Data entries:
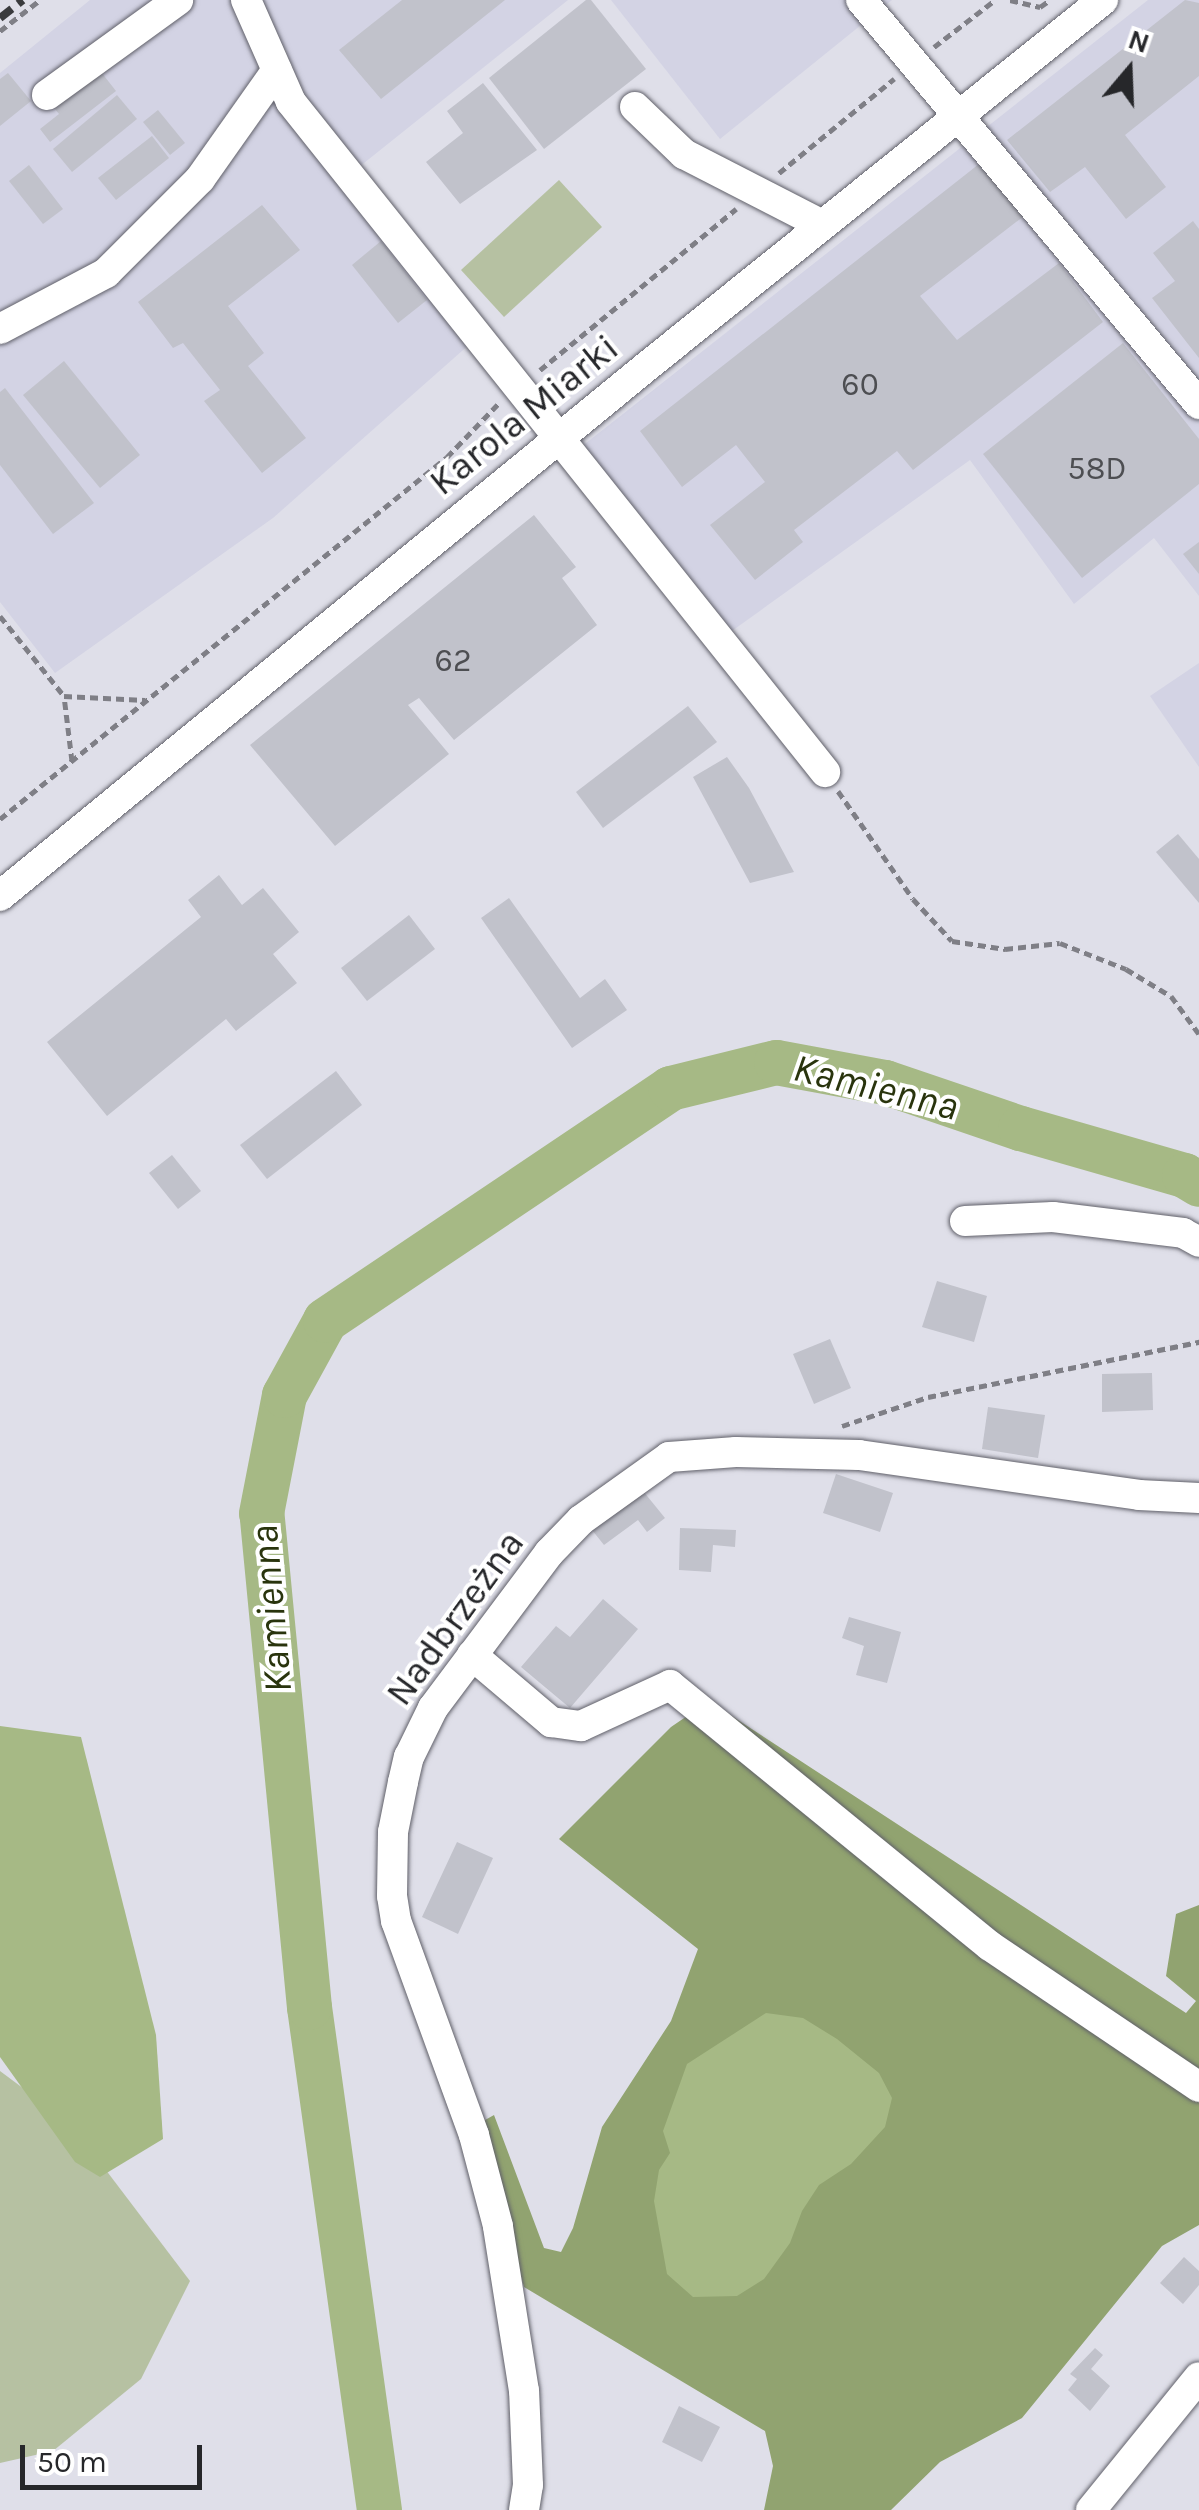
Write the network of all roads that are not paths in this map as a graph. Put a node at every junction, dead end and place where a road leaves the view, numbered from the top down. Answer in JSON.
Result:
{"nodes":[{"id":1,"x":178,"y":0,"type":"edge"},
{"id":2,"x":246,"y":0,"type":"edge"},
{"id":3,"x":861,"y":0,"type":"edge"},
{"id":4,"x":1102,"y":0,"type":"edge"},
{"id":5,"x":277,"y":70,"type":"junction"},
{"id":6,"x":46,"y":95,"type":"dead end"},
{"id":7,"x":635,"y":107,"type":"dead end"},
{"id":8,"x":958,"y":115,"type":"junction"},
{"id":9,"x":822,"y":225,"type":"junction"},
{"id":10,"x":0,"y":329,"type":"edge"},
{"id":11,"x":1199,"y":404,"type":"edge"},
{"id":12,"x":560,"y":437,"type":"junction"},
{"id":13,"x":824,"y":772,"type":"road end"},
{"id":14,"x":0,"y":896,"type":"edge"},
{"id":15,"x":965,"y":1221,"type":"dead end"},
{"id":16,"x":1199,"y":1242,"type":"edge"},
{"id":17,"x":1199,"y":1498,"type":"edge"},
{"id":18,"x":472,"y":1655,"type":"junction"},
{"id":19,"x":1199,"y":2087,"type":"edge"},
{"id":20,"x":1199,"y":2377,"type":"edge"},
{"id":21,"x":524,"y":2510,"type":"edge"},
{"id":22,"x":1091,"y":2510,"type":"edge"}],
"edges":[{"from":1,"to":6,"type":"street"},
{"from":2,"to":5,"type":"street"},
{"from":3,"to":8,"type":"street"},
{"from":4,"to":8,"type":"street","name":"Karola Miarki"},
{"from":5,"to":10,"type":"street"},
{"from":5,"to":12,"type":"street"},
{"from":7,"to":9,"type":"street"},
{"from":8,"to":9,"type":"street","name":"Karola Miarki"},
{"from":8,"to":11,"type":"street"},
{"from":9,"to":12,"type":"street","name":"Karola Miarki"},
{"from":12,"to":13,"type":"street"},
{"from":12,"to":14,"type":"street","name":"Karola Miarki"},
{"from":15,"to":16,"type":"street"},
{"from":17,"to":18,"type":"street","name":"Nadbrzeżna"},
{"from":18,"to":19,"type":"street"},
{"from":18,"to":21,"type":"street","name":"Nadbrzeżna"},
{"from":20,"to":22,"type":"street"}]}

**Problem requirements:** Work out how many lines in the records above hold the string "road", then give only that count.

**Solution to the exercise:** 2